Problem requirements: No pictures go in the copy; retype exactly the lines from the one with "pinky dip: (858, 723)" through the last line of the records.

(Bounding box coordinate data)
=== Section Start ===
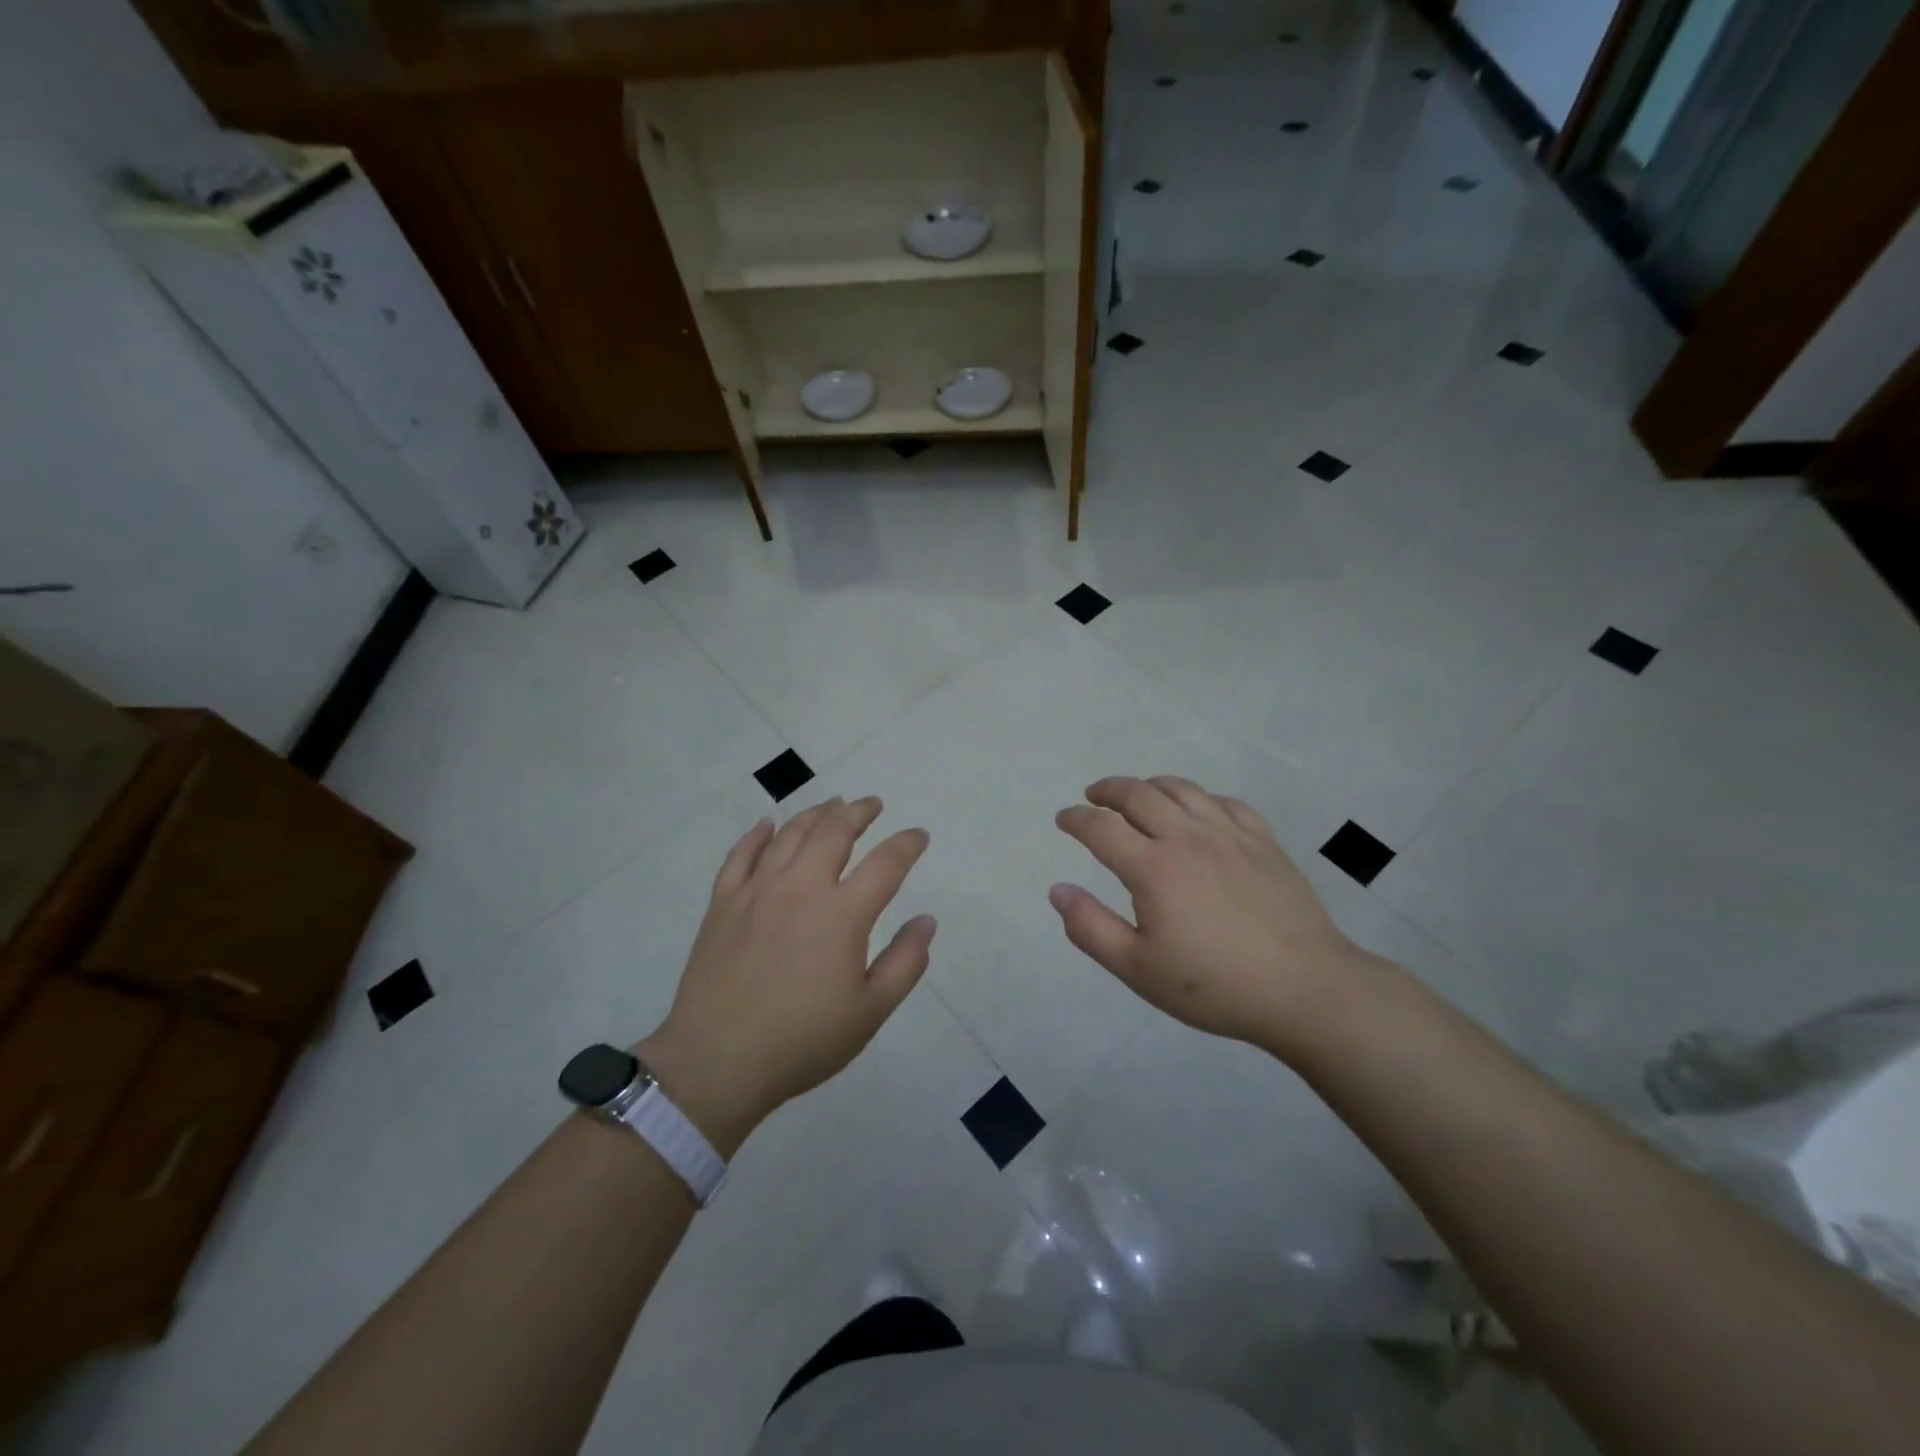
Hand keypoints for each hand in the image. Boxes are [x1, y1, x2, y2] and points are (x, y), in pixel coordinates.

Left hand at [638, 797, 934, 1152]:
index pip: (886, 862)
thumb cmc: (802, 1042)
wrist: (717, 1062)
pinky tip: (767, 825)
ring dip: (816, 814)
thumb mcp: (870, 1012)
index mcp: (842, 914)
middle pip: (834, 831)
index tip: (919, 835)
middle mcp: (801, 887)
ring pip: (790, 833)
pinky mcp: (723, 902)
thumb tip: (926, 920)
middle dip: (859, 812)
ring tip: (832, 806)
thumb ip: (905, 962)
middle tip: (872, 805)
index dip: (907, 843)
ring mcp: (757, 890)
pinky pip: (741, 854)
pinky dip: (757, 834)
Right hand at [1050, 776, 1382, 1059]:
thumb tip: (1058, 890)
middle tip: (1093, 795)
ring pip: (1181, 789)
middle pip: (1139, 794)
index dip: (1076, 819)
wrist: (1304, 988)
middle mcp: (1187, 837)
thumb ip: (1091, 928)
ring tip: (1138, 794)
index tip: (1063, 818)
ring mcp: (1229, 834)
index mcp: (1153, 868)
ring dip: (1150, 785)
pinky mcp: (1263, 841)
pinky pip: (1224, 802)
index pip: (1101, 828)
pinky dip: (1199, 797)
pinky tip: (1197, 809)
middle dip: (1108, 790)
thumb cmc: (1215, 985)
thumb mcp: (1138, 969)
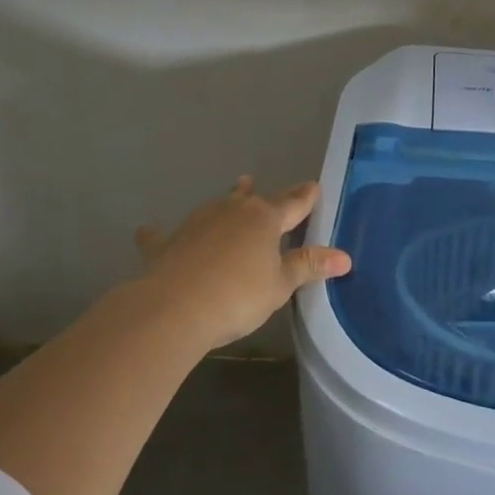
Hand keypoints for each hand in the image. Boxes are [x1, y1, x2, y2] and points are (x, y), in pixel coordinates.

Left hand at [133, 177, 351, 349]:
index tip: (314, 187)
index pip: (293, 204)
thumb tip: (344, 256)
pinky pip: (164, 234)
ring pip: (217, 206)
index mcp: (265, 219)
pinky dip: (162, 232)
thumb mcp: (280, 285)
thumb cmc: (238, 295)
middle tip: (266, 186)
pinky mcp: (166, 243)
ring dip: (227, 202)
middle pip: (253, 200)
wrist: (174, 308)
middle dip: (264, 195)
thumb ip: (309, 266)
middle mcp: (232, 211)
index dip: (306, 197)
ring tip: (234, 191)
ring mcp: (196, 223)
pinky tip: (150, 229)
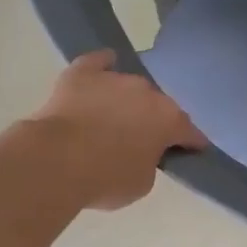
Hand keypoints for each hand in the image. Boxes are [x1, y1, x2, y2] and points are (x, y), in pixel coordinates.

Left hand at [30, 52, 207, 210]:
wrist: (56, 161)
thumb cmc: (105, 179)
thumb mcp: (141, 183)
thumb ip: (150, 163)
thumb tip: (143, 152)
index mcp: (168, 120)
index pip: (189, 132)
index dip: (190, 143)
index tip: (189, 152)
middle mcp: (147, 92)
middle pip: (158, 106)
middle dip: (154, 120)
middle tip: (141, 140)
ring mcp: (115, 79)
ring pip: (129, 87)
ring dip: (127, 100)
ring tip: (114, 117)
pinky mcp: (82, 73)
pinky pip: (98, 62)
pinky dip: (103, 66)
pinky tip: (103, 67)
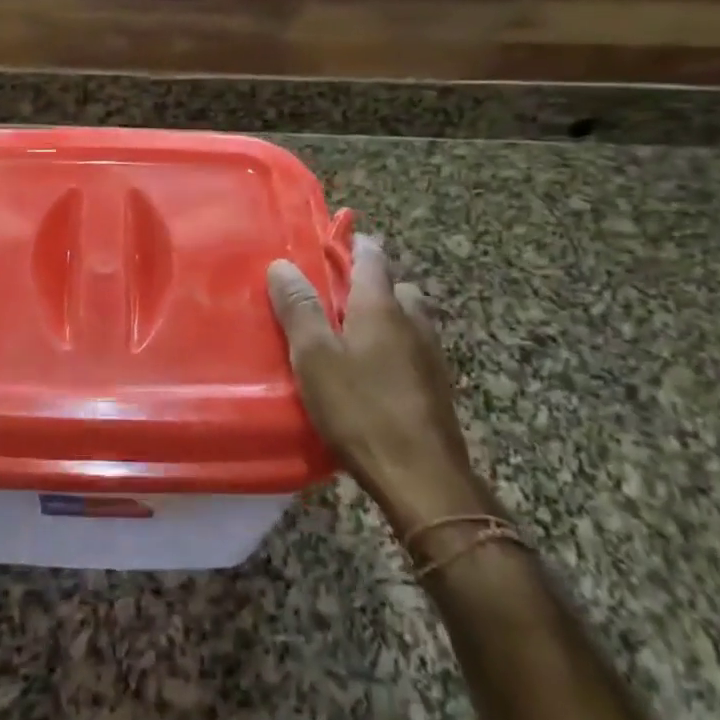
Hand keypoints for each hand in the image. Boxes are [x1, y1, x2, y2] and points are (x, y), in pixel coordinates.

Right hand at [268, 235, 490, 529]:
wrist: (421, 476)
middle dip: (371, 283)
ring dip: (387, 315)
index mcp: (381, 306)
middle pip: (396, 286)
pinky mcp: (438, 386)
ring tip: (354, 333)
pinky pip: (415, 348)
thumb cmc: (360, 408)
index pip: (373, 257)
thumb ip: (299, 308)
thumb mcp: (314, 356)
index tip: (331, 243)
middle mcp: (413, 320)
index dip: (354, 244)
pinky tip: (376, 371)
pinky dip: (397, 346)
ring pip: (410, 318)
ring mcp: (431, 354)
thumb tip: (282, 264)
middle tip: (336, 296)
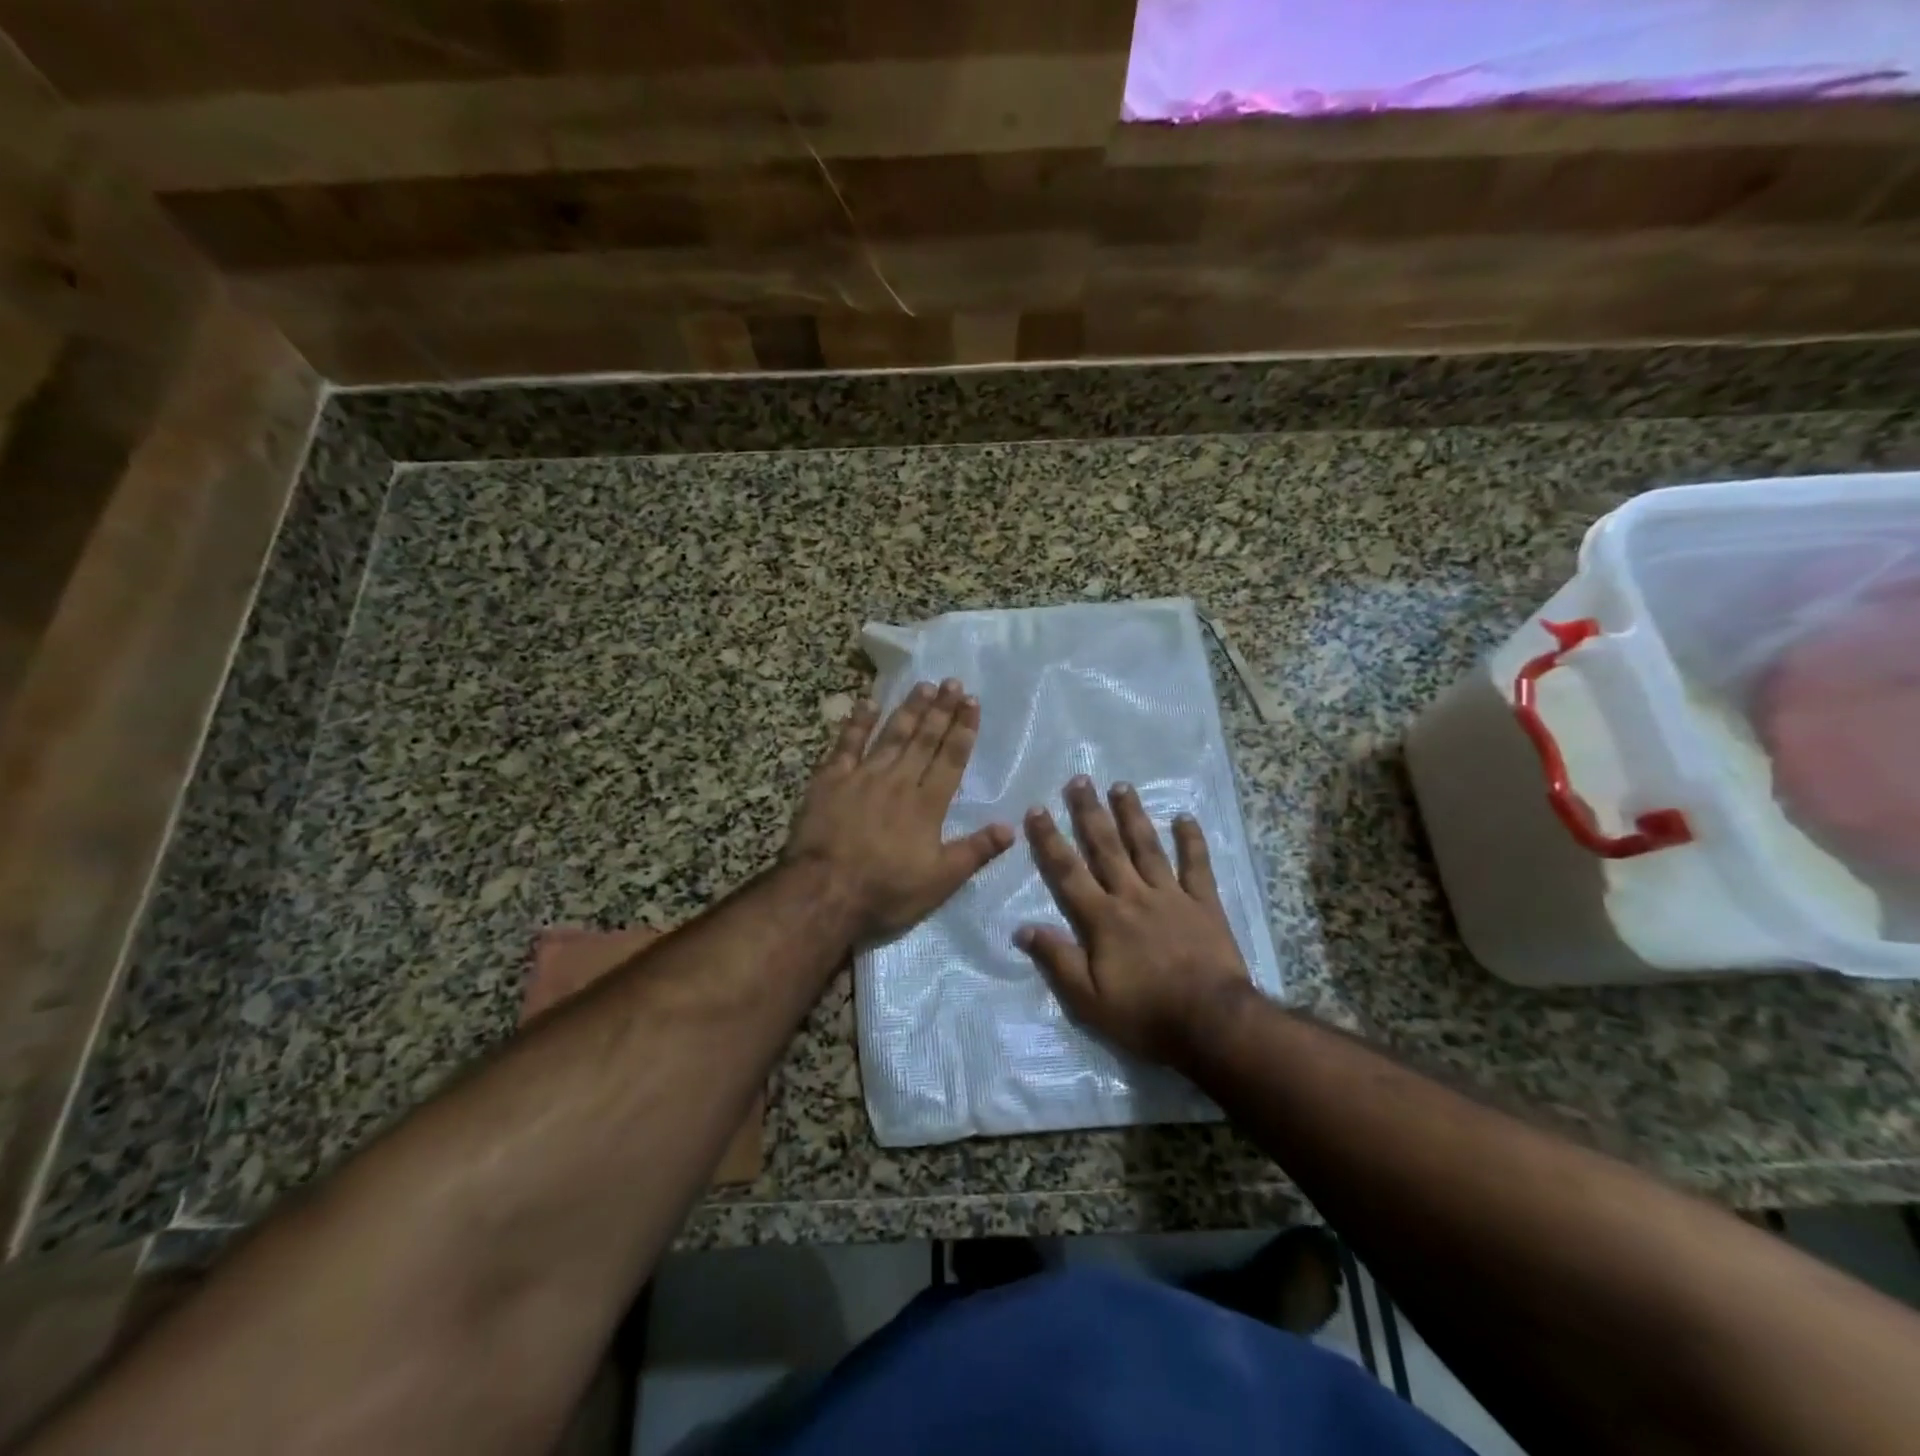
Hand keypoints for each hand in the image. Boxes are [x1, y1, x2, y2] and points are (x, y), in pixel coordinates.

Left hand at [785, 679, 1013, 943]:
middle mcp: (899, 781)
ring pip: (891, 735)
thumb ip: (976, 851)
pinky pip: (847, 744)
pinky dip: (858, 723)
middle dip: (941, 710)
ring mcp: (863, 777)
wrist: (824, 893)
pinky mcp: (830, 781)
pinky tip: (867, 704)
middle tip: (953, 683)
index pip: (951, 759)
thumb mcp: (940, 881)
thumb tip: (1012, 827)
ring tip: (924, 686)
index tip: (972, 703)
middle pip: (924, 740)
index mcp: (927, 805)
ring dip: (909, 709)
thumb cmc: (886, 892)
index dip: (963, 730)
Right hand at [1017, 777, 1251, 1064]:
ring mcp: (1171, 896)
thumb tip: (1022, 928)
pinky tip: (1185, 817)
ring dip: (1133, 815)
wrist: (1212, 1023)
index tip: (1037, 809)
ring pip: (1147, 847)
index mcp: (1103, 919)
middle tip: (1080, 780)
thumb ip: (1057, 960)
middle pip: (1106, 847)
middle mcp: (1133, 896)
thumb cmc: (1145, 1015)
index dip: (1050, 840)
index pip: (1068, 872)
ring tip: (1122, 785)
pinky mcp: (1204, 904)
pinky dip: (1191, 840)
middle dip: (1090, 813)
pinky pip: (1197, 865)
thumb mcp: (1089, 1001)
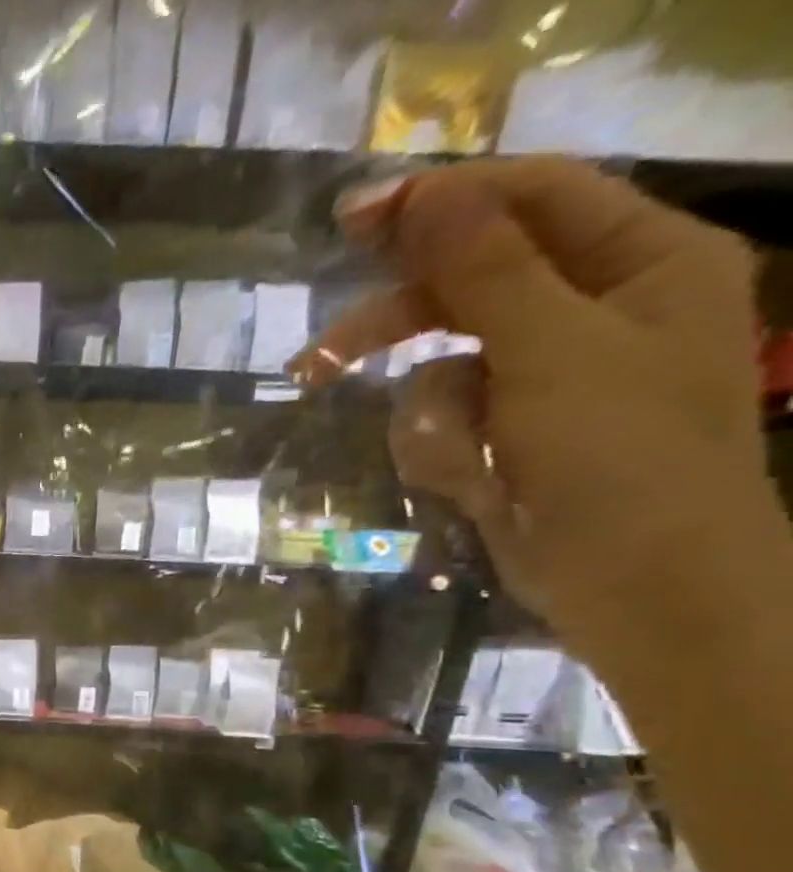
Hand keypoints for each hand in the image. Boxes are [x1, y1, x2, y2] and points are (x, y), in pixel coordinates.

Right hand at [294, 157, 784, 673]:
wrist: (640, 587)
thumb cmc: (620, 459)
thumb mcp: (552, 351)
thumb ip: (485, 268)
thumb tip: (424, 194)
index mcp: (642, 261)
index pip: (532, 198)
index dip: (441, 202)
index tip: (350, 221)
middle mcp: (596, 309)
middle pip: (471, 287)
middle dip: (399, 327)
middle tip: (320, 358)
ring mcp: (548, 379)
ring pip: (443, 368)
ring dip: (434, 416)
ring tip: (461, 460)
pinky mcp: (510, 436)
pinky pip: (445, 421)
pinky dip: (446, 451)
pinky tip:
=== Section End ===
Expected output:
pinky dip: (858, 723)
middle dip: (941, 710)
ring mcp: (863, 777)
wrist: (824, 893)
pinky mcp: (830, 781)
pinky tip: (867, 704)
middle tip: (953, 683)
index pip: (951, 759)
thumb mcp: (940, 881)
thumb tip: (1012, 827)
ring tip: (924, 686)
index tip: (972, 703)
middle pip: (924, 740)
index mcp: (927, 805)
ring dip: (909, 709)
thumb cmc: (886, 892)
index dip: (963, 730)
Right hand at [1017, 777, 1251, 1064]:
ring mcp: (1171, 896)
thumb tip: (1022, 928)
pinky tip: (1185, 817)
ring dip: (1133, 815)
wrist: (1212, 1023)
index tip: (1037, 809)
ring pip: (1147, 847)
index mcp: (1103, 919)
middle tip: (1080, 780)
thumb ip: (1057, 960)
middle pip: (1106, 847)
middle mcp: (1133, 896)
thumb cmc: (1145, 1015)
index dip: (1050, 840)
index pip: (1068, 872)
ring tip: (1122, 785)
pinky mcp: (1204, 904)
pinky dip: (1191, 840)
middle dip: (1090, 813)
pinky pip: (1197, 865)
thumb mcp: (1089, 1001)
Hand keypoints for each hand in the image. Boxes are [x1, y1, x2, y2] and points are (x, y), in pixel coordinates.

Right hand at [294, 157, 784, 673]:
wrist: (640, 587)
thumb cmc: (620, 459)
thumb mcp: (552, 351)
thumb ip: (485, 268)
thumb tip: (424, 194)
index mcp: (642, 261)
index pip: (532, 198)
index dip: (441, 202)
index tip: (350, 221)
middle mcp: (596, 309)
middle pip: (471, 287)
middle dip: (399, 327)
middle tip: (320, 358)
ring mcp: (548, 379)
ring pip: (443, 368)
ring dip: (434, 416)
ring tip: (461, 460)
pinky mcp: (510, 436)
pinky pip: (445, 421)
pinky dip: (446, 451)
pinky tip:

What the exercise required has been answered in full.